Lines with "roads" in them are to be located in the listing below and copied.
§
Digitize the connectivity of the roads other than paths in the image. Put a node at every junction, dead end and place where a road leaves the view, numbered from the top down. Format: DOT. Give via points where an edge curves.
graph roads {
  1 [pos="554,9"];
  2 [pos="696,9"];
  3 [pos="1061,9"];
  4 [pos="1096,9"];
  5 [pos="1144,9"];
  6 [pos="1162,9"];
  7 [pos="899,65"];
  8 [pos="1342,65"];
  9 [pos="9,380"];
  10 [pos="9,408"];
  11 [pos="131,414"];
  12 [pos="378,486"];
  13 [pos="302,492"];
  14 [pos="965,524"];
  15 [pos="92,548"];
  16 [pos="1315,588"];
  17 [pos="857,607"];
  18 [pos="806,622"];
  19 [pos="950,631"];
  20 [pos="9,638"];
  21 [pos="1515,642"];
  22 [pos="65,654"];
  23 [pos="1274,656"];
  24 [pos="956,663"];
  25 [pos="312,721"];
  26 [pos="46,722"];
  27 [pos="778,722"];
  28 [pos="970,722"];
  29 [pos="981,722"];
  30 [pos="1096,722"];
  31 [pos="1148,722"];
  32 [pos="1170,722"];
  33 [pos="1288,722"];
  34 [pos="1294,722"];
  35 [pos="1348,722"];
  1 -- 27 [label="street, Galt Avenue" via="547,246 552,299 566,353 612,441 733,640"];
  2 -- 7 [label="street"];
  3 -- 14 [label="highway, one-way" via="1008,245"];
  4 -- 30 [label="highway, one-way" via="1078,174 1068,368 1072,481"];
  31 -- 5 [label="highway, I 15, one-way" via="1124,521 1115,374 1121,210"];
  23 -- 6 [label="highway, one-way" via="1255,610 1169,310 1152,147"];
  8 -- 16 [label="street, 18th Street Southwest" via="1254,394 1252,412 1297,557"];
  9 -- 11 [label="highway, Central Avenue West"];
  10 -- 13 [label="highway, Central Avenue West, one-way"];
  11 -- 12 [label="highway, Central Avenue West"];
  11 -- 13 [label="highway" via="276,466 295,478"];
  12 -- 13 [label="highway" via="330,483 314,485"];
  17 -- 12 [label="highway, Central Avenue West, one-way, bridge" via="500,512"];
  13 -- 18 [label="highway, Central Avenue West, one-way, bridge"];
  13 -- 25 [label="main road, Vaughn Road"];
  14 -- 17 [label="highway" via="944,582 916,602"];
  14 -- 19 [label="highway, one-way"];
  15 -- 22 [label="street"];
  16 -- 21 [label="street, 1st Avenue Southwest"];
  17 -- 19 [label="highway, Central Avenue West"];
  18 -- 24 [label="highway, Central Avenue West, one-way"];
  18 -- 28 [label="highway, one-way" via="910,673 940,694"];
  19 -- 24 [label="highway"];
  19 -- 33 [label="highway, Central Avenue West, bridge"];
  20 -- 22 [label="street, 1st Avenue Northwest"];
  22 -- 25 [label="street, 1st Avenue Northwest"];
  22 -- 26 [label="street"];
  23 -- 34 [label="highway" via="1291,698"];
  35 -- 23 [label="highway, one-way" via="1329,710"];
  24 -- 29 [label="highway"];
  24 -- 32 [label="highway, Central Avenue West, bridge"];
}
§
Task solution ::
Digitize the connectivity of the roads other than paths in the image. Put a node at every junction, dead end and place where a road leaves the view, numbered from the top down. Format: DOT. Give via points where an edge curves.
graph roads {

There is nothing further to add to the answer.